When you go one layer of abstraction up -- to molecules, if our base layer was "atoms" -- it seems to me that suddenly the difficulty of ascertaining causation should skyrocket. There are many more confounding variables and possibilities, that make designing an adequate experiment much harder. In addition, it is harder to define "molecule" precisely than it was to define "atom". How far do we move the constituent atoms apart before we turn a molecule into a non-molecule, for example?
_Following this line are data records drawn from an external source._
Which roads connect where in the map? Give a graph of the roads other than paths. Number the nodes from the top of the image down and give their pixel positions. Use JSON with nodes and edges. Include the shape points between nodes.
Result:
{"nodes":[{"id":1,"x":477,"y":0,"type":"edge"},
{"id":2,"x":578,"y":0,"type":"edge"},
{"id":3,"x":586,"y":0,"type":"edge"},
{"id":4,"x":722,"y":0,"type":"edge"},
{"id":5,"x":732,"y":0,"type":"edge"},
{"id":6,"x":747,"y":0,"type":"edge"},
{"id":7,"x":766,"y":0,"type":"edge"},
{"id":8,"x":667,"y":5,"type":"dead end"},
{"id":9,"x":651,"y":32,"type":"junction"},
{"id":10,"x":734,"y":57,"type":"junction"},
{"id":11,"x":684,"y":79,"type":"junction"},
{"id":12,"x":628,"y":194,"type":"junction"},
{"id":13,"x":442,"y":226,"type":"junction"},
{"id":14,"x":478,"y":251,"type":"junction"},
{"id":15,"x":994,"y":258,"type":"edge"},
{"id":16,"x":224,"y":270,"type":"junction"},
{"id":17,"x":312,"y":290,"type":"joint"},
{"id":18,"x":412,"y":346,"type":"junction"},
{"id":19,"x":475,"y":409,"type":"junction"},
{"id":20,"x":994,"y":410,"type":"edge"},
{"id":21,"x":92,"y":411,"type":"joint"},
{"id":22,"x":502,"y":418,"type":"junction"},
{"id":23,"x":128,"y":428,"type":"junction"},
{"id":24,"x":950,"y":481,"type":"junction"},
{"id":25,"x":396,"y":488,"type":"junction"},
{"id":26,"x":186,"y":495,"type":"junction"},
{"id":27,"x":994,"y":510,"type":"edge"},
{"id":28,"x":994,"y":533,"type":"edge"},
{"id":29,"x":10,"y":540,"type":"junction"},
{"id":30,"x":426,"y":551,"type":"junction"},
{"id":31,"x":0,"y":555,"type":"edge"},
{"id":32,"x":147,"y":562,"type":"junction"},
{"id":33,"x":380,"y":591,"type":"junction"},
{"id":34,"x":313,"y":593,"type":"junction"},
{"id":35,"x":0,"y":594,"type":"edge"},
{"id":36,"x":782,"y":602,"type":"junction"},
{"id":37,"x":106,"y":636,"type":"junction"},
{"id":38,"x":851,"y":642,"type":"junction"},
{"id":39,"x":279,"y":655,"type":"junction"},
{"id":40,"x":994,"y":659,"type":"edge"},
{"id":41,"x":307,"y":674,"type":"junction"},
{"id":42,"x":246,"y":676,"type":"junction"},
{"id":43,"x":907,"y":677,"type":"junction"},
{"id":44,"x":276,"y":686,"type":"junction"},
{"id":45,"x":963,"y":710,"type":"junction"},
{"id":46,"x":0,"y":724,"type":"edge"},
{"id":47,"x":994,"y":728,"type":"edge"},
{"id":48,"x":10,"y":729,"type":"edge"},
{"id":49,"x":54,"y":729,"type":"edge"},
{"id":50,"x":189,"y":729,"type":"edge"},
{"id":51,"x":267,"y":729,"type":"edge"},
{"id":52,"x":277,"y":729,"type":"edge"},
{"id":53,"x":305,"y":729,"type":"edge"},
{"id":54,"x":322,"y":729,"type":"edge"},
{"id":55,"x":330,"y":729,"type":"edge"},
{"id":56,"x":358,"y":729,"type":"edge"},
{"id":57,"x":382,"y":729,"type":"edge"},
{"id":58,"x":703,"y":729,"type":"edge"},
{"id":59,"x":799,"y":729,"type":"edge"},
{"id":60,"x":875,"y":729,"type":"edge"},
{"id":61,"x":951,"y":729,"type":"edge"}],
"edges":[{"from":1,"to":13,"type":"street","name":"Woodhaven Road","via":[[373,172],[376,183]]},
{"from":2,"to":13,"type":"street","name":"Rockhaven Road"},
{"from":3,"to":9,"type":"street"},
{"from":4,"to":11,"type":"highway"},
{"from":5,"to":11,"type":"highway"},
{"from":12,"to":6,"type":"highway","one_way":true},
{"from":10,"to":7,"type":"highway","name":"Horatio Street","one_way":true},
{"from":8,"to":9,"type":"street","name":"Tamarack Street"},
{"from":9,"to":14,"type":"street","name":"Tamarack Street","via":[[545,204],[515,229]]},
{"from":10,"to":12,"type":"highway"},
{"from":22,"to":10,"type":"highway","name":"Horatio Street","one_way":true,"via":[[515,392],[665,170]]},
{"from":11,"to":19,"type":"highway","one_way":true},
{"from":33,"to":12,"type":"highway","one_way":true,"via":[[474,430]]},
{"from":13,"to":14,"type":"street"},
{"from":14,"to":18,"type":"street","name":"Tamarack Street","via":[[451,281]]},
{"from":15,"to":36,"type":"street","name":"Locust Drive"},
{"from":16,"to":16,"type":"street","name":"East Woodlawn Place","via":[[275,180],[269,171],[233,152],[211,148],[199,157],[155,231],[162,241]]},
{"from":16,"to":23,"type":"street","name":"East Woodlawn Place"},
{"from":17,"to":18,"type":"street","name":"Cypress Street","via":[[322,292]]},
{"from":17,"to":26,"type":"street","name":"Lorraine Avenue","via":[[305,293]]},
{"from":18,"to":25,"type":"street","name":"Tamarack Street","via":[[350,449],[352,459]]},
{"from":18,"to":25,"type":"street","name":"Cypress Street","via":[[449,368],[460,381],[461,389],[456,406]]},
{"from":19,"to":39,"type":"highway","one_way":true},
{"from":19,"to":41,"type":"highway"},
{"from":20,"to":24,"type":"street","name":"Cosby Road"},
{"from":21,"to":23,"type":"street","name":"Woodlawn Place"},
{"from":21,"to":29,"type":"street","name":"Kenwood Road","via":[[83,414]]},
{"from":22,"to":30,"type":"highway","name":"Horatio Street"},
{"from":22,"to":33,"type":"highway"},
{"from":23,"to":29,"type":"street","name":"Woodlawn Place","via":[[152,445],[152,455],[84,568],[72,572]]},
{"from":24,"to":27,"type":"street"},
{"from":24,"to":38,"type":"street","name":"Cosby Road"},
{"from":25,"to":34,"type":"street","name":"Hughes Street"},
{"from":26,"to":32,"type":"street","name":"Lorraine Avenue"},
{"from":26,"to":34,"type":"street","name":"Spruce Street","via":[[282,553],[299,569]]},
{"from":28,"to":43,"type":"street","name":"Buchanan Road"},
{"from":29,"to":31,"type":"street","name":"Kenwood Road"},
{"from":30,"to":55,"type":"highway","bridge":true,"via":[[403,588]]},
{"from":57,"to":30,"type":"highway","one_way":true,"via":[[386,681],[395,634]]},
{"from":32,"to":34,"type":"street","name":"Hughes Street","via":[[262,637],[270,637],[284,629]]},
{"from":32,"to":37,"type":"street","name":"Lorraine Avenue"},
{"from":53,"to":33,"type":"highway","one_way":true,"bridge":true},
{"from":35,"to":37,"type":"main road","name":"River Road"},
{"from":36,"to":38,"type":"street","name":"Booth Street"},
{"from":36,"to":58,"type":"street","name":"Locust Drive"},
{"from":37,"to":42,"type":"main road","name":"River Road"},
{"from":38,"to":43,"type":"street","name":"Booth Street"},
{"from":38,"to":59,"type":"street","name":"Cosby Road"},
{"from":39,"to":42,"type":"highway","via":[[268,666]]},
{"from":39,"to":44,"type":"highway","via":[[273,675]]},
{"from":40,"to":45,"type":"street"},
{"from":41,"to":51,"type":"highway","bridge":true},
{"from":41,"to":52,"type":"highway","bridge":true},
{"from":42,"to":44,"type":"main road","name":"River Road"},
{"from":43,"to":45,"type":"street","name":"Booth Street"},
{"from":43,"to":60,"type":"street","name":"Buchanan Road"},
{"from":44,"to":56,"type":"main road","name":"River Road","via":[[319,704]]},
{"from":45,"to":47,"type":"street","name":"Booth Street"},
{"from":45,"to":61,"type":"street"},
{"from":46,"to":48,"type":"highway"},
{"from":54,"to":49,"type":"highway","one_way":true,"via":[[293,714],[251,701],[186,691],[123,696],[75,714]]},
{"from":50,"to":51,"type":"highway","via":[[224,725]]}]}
That seems like a question that you have to sometimes answer differently depending on different scenarios.
The experiments you run for correlation between molecules, on the other hand, might be harder, but I don't get the feeling they experience the same kind of... Combinatorial-superexplosion-y additional difficulty that an experiment designed for causation has to handle.
You should probably try to account for things like thermal noise, and trace impurities and the like, if you have to, but past a certain point it's sort of okay to let go of the reins and just say "We can do more correlation tests later". The claim underneath that claim being that, those things which muck up the data are mostly due to random chance, and if we do the experiment again under different conditions, we will get a different set of random circumstances wrapping around the experiment.
This problem feels like it recurs every time you go up a level, which is why it concerns me so much. When you get to the level of dealing with human beings in medicine, it feels to me the difficulty of determining causation must be so vast as to be almost not worth the effort; and yet, at the same time, that intuition feels clearly wrong, because there was a lot of low-hanging fruit in the world of medicine -- vaccines being the example par excellence. But on the other hand, vaccines operate on a relatively simple causal mechanism! Maybe it shouldn't be surprising that such low hanging fruit exists; what would be truly impressive would be if we found an easy cure to some disease founded upon principles that only show themselves at the level of reasoning about humans themselves, the same way we usually reason about molecules-as-primitives instead of atoms-as-primitives when we start to do biochemistry
I apologize if this isn't a terribly clear explanation of what I'm getting at. If anything in here strikes you as similar to a problem you have thought about yourself and have read up on, let me know. At the least, I should be able to come back within a few month and be able to properly pose my question.